• _Task instructions_
Each entry is to be given again precisely, and no picture may be carried over.

• _Supplied material_
━━━━━━━━━━━━━━━━━━━━━━━━━━━━━━

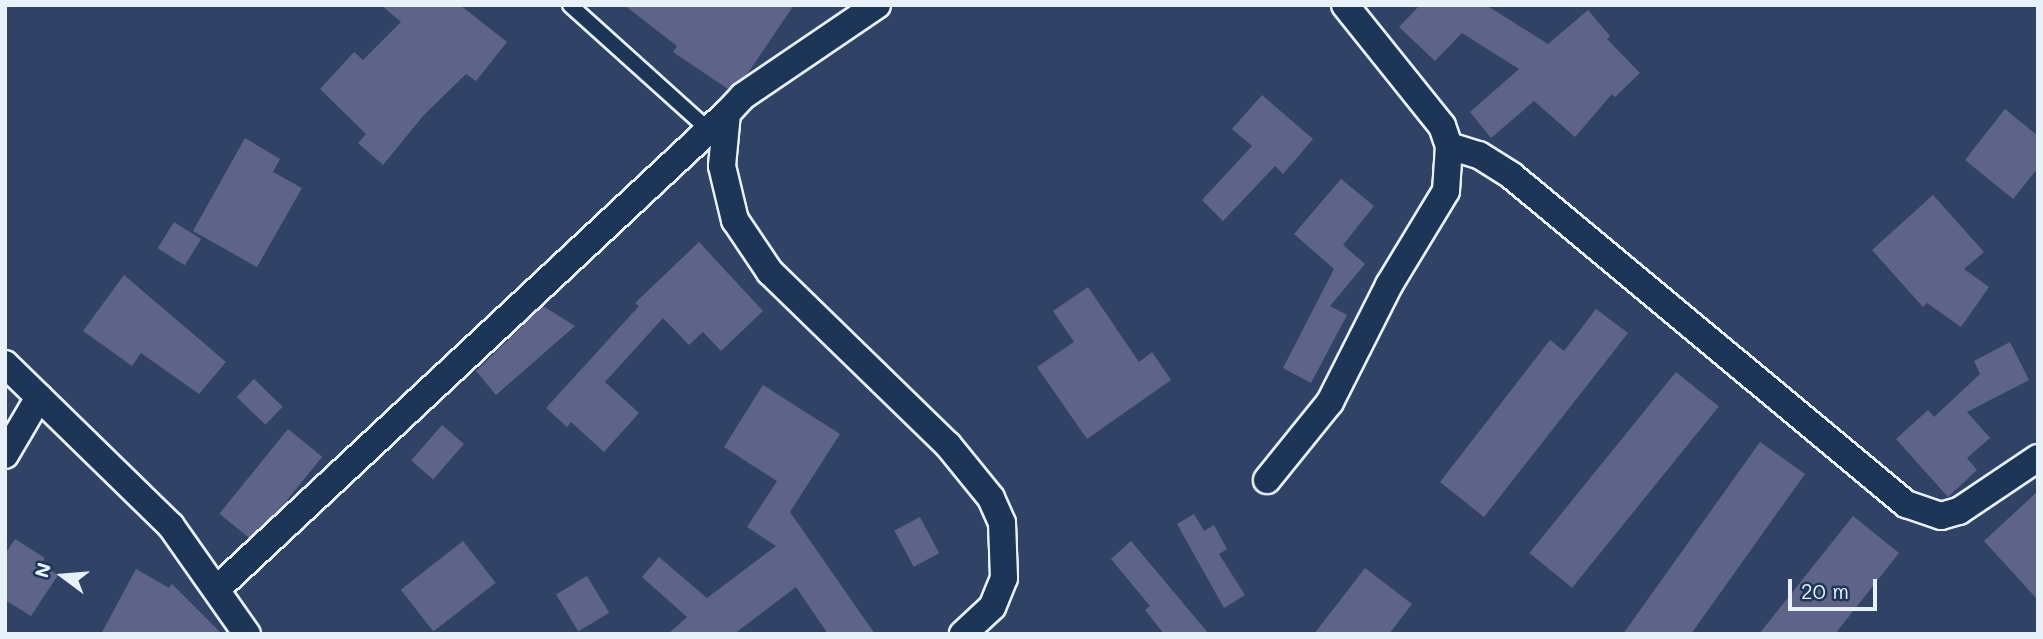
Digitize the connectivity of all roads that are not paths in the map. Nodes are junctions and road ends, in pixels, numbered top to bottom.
1 (570, 5) edge
2 (1345, 5) edge
3 (870, 7) edge
4 (718, 122) junction
5 (1448, 146) junction
6 (5, 364) edge
7 (39, 397) junction
8 (5, 455) edge
9 (2038, 458) edge
10 (1267, 480) dead end
11 (218, 588) junction
12 (247, 634) edge
13 (963, 634) edge

1 - 4 lane
2 - 5 street
3 - 4 street
4 - 11 street
4 - 13 street
5 - 9 street
5 - 10 street
6 - 7 street
7 - 8 street
7 - 11 street
11 - 12 street

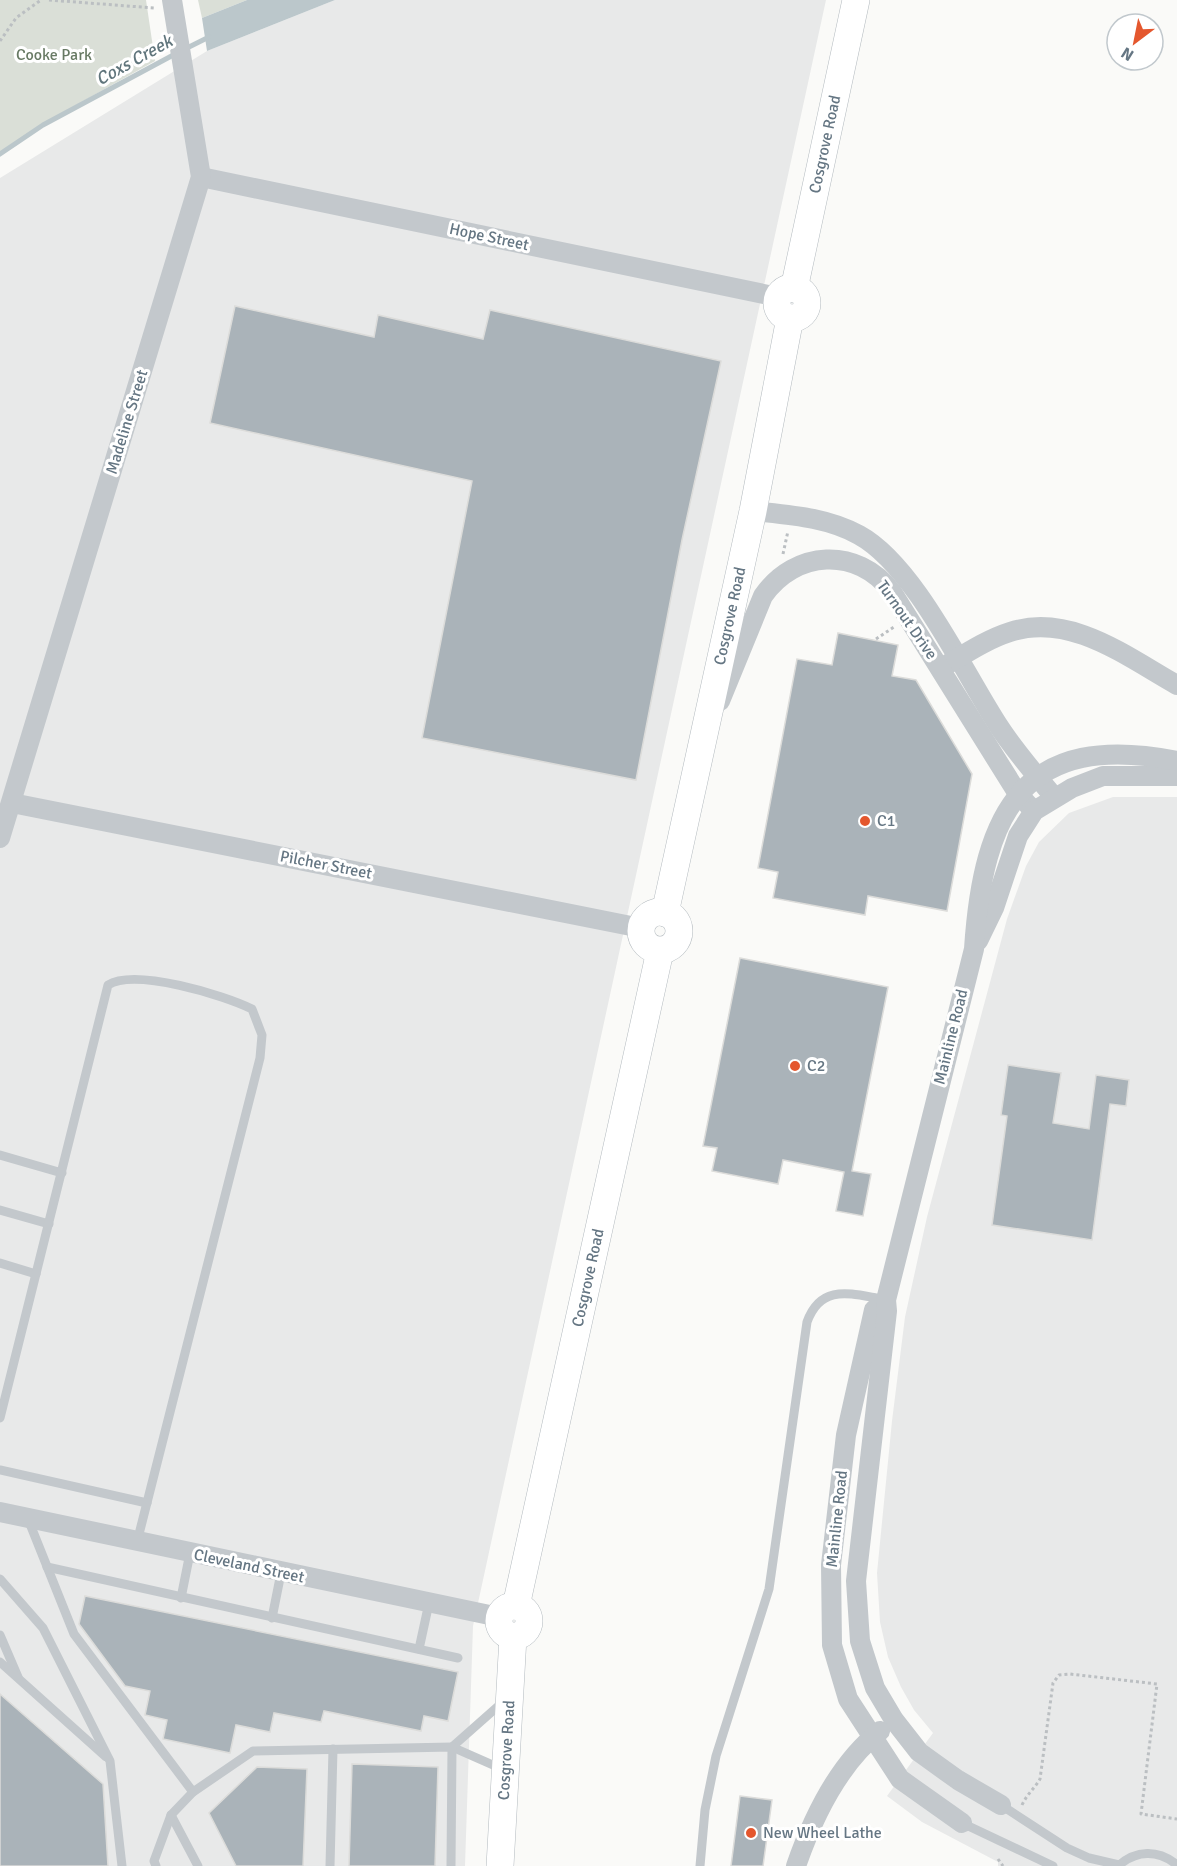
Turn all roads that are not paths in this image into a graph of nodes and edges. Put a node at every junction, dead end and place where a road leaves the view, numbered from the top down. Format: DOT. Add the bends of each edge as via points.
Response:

━━━━━━━━━━━━━━━━━━━━━━━━━━━━━━

• _Expected answer_
Digitize the connectivity of all roads that are not paths in the map. Nodes are junctions and road ends, in pixels, numbered top to bottom.
1 (570, 5) edge
2 (1345, 5) edge
3 (870, 7) edge
4 (718, 122) junction
5 (1448, 146) junction
6 (5, 364) edge
7 (39, 397) junction
8 (5, 455) edge
9 (2038, 458) edge
10 (1267, 480) dead end
11 (218, 588) junction
12 (247, 634) edge
13 (963, 634) edge

1 - 4 lane
2 - 5 street
3 - 4 street
4 - 11 street
4 - 13 street
5 - 9 street
5 - 10 street
6 - 7 street
7 - 8 street
7 - 11 street
11 - 12 street

Turn all roads that are not paths in this image into a graph of nodes and edges. Put a node at every junction, dead end and place where a road leaves the view, numbered from the top down. Format: DOT. Add the bends of each edge as via points.
Response:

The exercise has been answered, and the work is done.